Template instantiation syntax

KennyTM~ kennytm at gmail.com
Sun Oct 12 13:06:57 PDT 2008


Andrei Alexandrescu wrote:
> KennyTM~ wrote:
>> Denis Koroskin wrote:
>>> On Sun, 12 Oct 2008 21:18:35 +0400, KennyTM~ <kennytm at gmail.com> wrote:
>>>
>>>> Walter Bright wrote:
>>>>> KennyTM~ wrote:
>>>>>> But will be compiler accept T«x» if I directly feed it into the 
>>>>>> compiler?
>>>>>  No.
>>>>>
>>>>>> It's no good if what you see cannot be what you type.
>>>>>  The compiler doesn't accept colored text either, but that doesn't 
>>>>> impair the usefulness of an editor that displays it that way.
>>>>
>>>> Because you can't type color, but you can type « and ».
>>>
>>> «...» is not a valid template syntax, only !(...) is supported.
>>
>> Yes I know. But if Andrei's going to write an emacs module (or 
>> whatever) that displays !(...) as «...» I think the shown characters « 
>> and » themselves should be supported as well.
>>
>> Otherwise, just drop this confusing visual-only feature.
> 
> Please understand how your suggestion to drop the visual-only feature 
> concerns only the use of an editor. There is no feature to talk about 
> even. Essentially by "dropping the feature" you are telling me how my 
> editor's screen must look like.
> 

Maybe I used the wrong wording. I mean the "feature" that replaces 
!(...) to «...» in "your" emacs module.

Since Walter made an announcement here I'll expect you'll release it 
publicly, and since this is from the official developers' team I'd 
expect this would be the de facto module for emacs. That means your 
module will not just affect your editor, but all emacs users' editors.

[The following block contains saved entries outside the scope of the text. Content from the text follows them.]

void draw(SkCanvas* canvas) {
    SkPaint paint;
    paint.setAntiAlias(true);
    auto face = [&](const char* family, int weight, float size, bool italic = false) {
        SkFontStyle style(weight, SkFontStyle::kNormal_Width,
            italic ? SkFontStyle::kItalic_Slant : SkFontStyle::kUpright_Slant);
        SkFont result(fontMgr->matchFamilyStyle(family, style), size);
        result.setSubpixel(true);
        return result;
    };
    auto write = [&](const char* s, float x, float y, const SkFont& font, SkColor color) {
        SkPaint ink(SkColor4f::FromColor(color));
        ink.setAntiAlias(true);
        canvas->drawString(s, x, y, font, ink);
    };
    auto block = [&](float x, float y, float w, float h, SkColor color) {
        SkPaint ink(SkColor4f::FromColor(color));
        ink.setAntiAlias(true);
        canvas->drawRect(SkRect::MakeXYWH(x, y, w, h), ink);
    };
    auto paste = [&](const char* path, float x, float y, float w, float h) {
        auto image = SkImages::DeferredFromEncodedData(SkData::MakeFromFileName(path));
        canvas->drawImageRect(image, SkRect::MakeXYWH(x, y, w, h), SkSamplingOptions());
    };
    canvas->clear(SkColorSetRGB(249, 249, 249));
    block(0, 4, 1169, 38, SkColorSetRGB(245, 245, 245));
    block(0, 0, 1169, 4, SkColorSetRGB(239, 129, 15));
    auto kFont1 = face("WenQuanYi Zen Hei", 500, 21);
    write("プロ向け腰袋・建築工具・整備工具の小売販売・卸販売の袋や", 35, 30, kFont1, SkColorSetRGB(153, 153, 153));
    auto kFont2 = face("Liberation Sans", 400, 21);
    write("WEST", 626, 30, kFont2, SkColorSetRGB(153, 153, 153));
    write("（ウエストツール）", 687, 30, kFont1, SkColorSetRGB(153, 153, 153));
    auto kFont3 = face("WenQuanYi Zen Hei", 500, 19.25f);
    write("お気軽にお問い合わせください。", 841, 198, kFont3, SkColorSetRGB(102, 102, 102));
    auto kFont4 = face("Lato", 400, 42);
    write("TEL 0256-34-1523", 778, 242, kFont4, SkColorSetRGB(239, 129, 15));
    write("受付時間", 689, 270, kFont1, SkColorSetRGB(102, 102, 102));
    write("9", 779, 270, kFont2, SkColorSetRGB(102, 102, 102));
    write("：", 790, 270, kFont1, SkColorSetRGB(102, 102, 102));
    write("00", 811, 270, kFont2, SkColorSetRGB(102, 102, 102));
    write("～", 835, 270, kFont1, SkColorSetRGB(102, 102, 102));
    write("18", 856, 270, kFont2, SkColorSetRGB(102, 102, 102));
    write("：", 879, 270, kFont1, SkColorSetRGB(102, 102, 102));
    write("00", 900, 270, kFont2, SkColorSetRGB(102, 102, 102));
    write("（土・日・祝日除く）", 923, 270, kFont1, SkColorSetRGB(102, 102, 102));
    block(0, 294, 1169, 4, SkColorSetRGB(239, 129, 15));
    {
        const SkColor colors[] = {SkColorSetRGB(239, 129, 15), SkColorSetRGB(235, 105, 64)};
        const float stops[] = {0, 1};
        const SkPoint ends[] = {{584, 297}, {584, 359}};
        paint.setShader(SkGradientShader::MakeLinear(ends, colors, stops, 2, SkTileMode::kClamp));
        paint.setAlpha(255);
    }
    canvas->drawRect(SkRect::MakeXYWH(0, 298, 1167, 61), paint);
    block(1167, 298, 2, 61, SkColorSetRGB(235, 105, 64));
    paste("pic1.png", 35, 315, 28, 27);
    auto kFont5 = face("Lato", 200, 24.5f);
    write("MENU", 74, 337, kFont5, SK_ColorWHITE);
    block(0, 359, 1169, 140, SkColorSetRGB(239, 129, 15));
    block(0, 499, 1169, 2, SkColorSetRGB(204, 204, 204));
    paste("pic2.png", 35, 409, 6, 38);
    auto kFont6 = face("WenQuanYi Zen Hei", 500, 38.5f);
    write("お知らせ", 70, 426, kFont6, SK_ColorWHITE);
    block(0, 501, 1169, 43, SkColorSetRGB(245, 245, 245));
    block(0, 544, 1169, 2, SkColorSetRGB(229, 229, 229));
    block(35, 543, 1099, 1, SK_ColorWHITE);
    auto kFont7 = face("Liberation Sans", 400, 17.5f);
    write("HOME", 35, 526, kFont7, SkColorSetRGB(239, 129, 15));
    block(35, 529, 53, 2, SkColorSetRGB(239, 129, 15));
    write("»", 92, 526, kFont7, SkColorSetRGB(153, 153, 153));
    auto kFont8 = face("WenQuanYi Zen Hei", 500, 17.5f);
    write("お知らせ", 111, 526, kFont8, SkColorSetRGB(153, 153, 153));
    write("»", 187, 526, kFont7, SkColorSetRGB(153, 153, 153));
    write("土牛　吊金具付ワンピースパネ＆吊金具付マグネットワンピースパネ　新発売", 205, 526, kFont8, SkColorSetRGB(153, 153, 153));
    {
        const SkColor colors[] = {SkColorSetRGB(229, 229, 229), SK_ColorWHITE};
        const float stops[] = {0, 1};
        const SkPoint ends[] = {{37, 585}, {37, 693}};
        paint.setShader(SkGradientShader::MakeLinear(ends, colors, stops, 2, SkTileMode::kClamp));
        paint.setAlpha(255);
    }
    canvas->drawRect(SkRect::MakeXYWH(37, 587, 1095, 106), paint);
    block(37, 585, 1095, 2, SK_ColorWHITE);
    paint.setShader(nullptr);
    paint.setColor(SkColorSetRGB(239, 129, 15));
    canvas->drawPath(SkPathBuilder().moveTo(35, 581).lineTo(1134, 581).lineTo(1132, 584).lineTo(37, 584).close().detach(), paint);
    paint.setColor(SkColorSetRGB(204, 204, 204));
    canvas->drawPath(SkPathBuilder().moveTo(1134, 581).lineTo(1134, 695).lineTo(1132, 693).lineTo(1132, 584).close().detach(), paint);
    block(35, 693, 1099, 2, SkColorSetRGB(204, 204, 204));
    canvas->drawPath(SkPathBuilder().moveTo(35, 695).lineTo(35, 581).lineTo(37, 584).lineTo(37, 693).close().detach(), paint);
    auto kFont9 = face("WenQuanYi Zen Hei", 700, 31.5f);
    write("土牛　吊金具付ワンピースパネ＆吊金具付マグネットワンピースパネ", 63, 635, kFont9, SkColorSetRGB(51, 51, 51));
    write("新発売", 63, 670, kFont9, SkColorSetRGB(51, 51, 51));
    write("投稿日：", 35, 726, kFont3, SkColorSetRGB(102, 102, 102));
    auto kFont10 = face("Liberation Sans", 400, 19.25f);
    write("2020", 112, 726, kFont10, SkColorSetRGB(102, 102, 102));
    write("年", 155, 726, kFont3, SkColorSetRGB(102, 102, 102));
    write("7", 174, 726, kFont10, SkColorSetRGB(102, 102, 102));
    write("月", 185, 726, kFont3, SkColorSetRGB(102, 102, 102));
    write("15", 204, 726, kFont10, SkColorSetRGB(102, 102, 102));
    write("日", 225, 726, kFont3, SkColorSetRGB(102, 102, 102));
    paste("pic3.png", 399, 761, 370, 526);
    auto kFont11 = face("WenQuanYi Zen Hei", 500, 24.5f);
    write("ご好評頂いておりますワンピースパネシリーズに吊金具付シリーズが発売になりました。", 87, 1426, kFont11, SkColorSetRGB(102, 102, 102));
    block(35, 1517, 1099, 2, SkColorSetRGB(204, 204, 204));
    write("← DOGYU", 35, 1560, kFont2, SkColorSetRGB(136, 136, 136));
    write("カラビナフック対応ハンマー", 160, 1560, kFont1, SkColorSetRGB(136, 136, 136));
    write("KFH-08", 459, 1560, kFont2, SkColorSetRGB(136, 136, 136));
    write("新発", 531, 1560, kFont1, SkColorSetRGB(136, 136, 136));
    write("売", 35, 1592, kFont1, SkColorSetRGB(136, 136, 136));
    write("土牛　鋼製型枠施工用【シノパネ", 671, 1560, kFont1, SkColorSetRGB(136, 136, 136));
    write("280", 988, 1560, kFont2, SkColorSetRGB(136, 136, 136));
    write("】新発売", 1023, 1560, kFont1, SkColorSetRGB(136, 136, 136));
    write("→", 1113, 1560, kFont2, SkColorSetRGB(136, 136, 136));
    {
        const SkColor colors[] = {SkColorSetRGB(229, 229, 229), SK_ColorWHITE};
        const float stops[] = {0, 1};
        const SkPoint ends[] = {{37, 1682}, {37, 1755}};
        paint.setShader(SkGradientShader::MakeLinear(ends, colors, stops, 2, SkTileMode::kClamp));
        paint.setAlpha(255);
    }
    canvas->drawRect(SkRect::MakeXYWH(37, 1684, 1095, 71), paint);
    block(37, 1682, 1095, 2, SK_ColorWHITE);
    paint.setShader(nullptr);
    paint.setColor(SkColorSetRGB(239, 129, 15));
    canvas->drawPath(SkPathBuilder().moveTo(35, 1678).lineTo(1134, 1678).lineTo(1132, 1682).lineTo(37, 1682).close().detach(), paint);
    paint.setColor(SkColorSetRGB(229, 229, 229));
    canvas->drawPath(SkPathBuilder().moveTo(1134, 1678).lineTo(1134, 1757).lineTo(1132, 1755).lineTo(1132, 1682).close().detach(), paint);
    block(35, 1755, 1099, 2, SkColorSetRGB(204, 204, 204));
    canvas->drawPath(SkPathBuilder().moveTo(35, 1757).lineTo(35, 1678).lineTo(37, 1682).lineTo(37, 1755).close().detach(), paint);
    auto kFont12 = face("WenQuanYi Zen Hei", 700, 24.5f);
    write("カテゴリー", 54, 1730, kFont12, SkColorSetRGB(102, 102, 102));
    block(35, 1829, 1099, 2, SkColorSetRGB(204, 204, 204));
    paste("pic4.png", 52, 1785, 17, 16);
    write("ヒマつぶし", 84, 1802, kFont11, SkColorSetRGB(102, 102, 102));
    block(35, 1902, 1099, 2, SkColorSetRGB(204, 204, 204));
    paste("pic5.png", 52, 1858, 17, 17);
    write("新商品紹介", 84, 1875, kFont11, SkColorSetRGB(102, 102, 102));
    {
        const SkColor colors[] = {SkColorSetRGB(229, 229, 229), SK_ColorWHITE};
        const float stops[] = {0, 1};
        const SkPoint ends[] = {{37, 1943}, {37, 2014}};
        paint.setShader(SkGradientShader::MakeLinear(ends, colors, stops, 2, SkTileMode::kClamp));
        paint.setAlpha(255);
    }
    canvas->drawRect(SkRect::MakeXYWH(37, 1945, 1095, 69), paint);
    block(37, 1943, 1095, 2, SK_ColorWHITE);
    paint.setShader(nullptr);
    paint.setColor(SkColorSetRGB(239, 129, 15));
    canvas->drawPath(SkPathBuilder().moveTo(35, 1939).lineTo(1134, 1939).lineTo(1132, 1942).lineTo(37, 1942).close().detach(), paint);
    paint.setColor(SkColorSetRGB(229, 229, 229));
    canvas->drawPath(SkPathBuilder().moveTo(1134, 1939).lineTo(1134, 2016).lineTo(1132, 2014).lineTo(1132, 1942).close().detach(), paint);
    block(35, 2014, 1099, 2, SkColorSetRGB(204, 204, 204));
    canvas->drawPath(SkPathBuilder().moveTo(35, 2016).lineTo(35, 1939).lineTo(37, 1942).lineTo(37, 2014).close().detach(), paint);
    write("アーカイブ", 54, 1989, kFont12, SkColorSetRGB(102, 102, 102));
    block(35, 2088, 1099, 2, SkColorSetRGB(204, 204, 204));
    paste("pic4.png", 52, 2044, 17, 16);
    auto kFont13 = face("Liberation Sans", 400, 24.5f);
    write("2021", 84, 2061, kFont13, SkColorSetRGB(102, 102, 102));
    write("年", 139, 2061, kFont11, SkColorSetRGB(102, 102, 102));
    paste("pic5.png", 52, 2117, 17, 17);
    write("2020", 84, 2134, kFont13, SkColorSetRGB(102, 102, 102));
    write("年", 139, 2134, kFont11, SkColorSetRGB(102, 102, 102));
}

>>> Honestly, I don't understand why Andrei is ashamed of !(), refrains 
>>> from using/seeing it and tries to replace visual with some sugar, but 
>>> this all is is suspicious and alerting. The syntax didn't make a way 
>>> into the language so uou should get used to it and put up with it.
>>>
>>> This reminds me of some people who were coming from Pascal and using
>>>
>>> #define DO
>>> #define BEGIN {
>>> #define END }
>>>
>>> macros for the code to be more similar to their previous experience.
>>>
>>> This is a bad sign, especially if it comes from one of the language 
>>> developers.
>>
>> At least you can still use DO, BEGIN, END when you #define them. But 
>> now you can't even use what you see («...»). I say it's more evil. :)
> 
> Code folding hides entire sections of code. They are nonetheless passed 
> to the compiler. Is that evil?
> 
> 
> Andrei

But code folding is not turned on by default, and there is a clear 
visual indication (e.g. +/- on the side) that there is something more.
OK there's C# #region, but again there is a clear visual indication (the 
+/- and the gray box) that something is inside #region.

My point is that if you just colorize « and » an average user seeing the 
foreign template code will not understand that the « is not actually a 
chevron but a !(. That will be a confusion.

It's OK if the replacement is implemented as a *non-default option*. 
Just like visual whitespace (I'm surprised no one challenges me with 
this). That means if a programmer really hates !(...) they can switch it 
on and change all of them into «...». With this the programmer *knows* 
what they're doing and confusion can be minimized.